The "rule" was to always shoot at the lowest ISO that you could get away with. The lower the ISO the better. You would only use a higher ISO if you absolutely had to.

Times sure have changed! With my Fuji X-E1 camera I now set the minimum ISO to 800. For out-of-camera JPEGs (with the settings a certain way) that's where the maximum dynamic range is achieved. There isn't any noticeable difference in image quality between the camera's base ISO and ISO 800. I set the camera to auto-ISO with the upper limit set to ISO 6400. Even color out-of-camera JPEGs look good at ISO 6400, so I don't think twice about using it.
Sunset At Pineview Reservoir - Huntsville, Utah
Fujifilm X-E1 @ ISO 6400.
Take the first two photographs in this article, Early Autumn and First Fall Colors, for example. I didn't plan to make these photographs, but I spotted the scene while driving around and had my camera with me (but no tripod). The sun had already set and it was beginning to get dark. Even at ISO 6400 I actually underexposed the images by about a half stop. I then manipulated the out-of-camera JPEGs a moderate amount (using Nik's Color Efex).
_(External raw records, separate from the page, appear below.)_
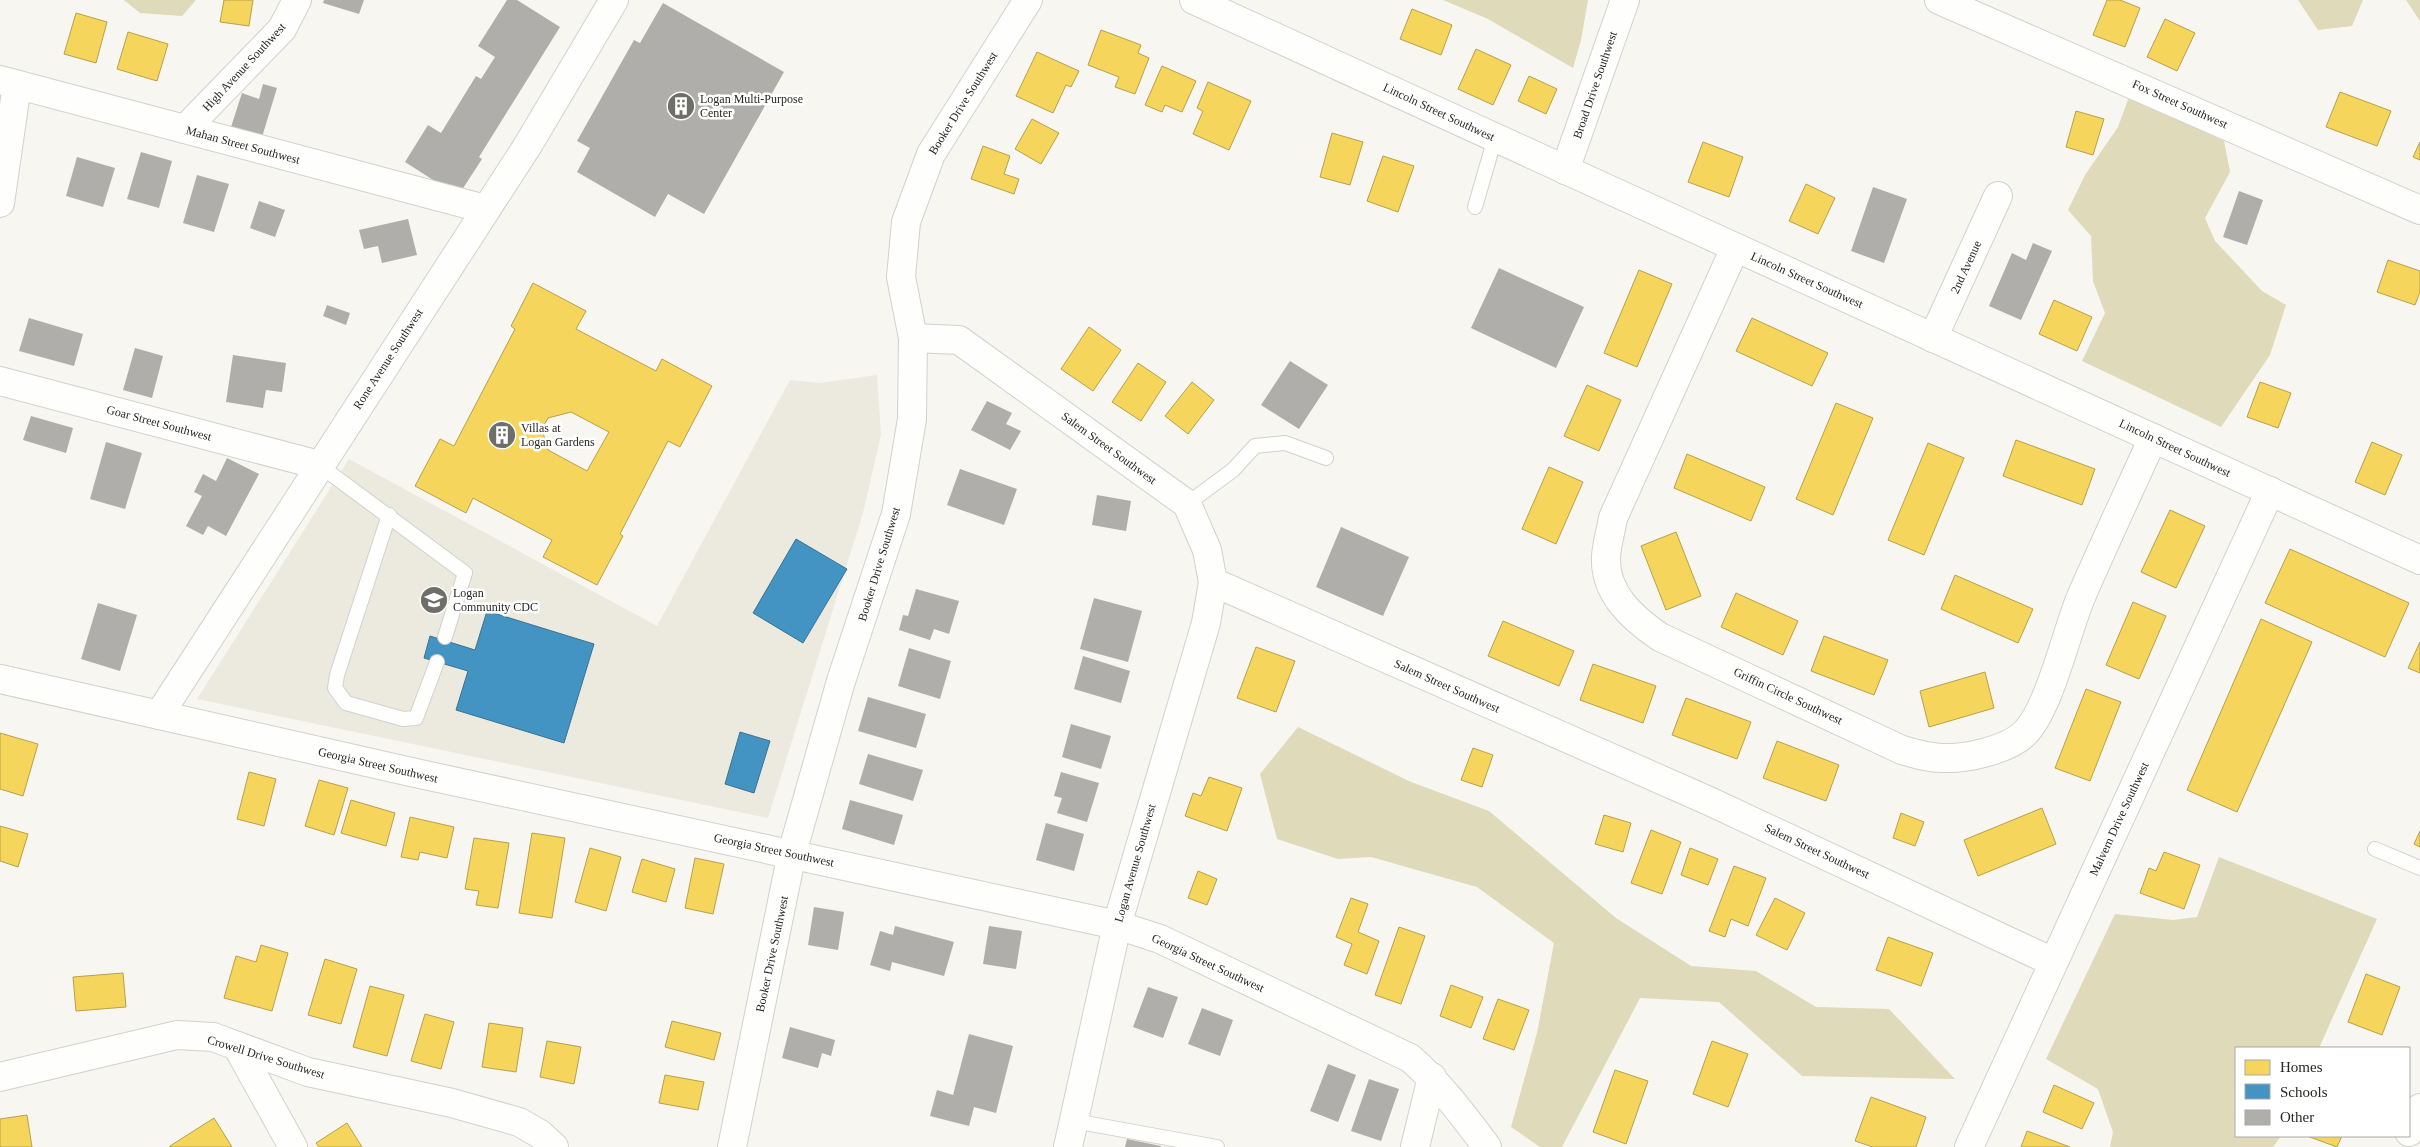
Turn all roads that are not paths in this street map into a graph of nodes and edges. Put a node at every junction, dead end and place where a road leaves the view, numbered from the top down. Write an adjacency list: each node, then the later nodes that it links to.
1 (297, 0): 8 (street, High Avenue Southwest)
2 (614, 0): 14 (street, Rone Avenue Southwest)
3 (1028, 0): 17 (street, Booker Drive Southwest)
4 (1194, 0): 9 (street, Lincoln Street Southwest)
5 (1625, 0): 10 (street, Broad Drive Southwest)
6 (1939, 0): 15 (street, Fox Street Southwest)
7 (9, 82): 8 (street, Mahan Street Southwest); 12 (street)
8 (185, 129): 14 (street, Mahan Street Southwest)
9 (1495, 138): 10 (street, Lincoln Street Southwest); 13 (lane)
10 (1565, 170): 16 (street, Lincoln Street Southwest)
11 (1998, 196): 18 (street, 2nd Avenue)
12 (0, 203)
13 (1475, 207)
14 (485, 210): 22 (street, Rone Avenue Southwest)
15 (2420, 210)
16 (1735, 248): 18 (street, Lincoln Street Southwest); 20 (street, Griffin Circle Southwest)
17 (914, 338): 24 (street, Salem Street Southwest); 33 (street, Booker Drive Southwest)
18 (1933, 338): 20 (street, Lincoln Street Southwest)
19 (0, 381): 22 (street, Goar Street Southwest)
20 (2153, 438): 23 (street, Lincoln Street Southwest)
21 (1326, 458): 24 (lane)
22 (319, 465): 25 (lane); 31 (street, Rone Avenue Southwest)
23 (2270, 491): 26 (street, Lincoln Street Southwest); 36 (street, Malvern Drive Southwest)
24 (1187, 504): 27 (street)
25 (389, 515): 28 (lane); 29 (lane)
26 (2420, 560)
27 (1213, 582): 35 (street, Logan Avenue Southwest); 36 (street, Salem Street Southwest)
28 (445, 637)
29 (437, 662)
30 (0, 679): 31 (street, Georgia Street Southwest)
31 (159, 715): 33 (street, Georgia Street Southwest)
32 (2375, 849): 34 (lane)
33 (792, 854): 35 (street, Georgia Street Southwest); 45 (street, Booker Drive Southwest)
34 (2420, 868)
35 (1117, 924): 39 (street, Georgia Street Southwest); 41 (street, Logan Avenue Southwest)
36 (2053, 962): 50 (street, Malvern Drive Southwest)
37 (237, 1046): 38 (street, Crowell Drive Southwest); 43 (street); 44 (street, Crowell Drive Southwest)
38 (0, 1077)
39 (1432, 1077): 48 (street); 49 (street, Georgia Street Southwest)
40 (2420, 1108): 42 (street)
41 (1074, 1121): 46 (street, Logan Avenue Southwest); 47 (lane)
42 (2410, 1130)
43 (293, 1147)
44 (554, 1147)
45 (732, 1147)
46 (1068, 1147)
47 (1217, 1147)
48 (1415, 1147)
49 (1487, 1147)
50 (1969, 1147)

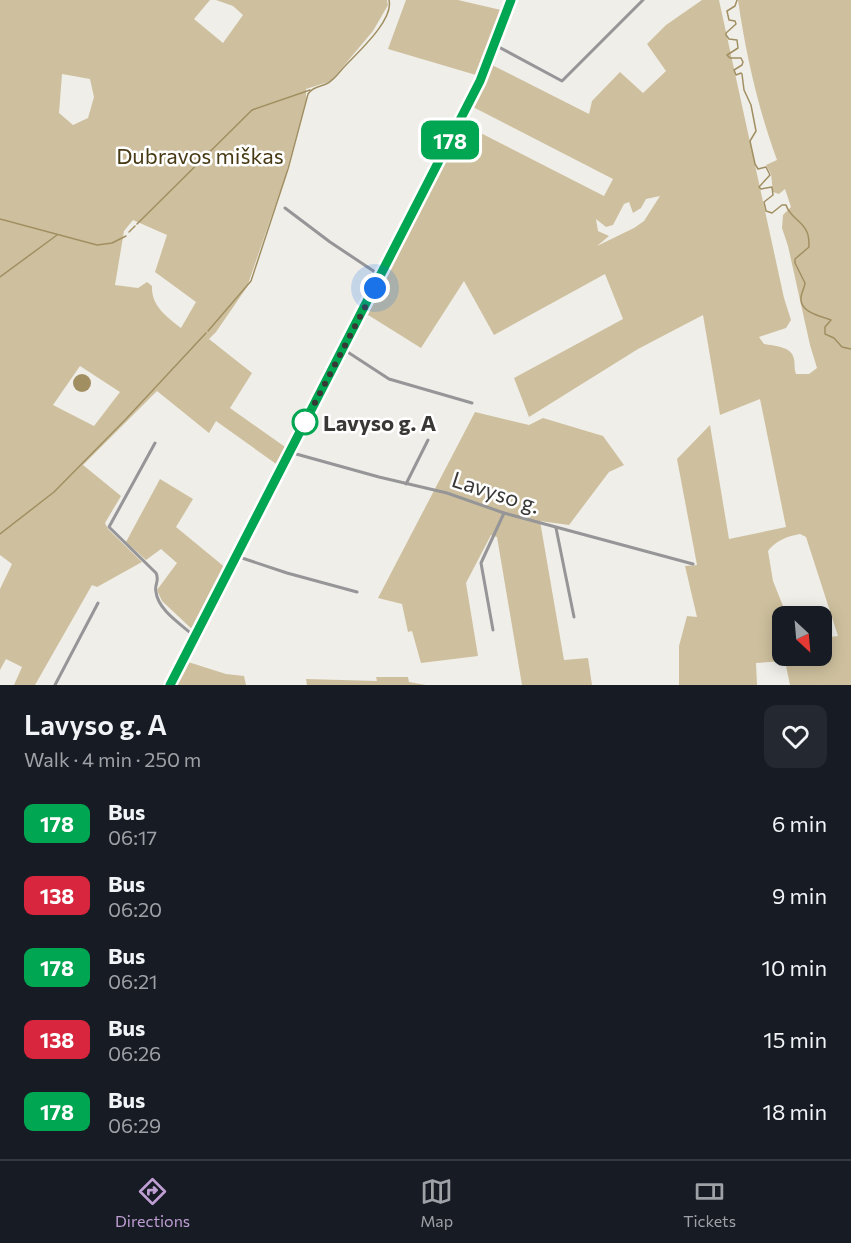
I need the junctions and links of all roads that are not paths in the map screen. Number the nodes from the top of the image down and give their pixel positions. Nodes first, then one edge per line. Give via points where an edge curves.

After editing, the equivalent ISO is around 9600. Yet these color images would look just fine as 8" x 12" prints (and maybe even larger than that). To me that's unbelievable! Many modern full-frame DSLRs can do this, and even a few digital cameras with smaller sensors. This was impossible not very long ago.

The last image, Sunset At Pineview Reservoir, is a strait-out-of-camera JPEG shot at ISO 6400. A good looking color ISO 6400 camera-made JPEG with lots of dynamic range? 10 years ago the suggestion would be laughable. Now it's commonplace. Camera technology sure has come a long ways.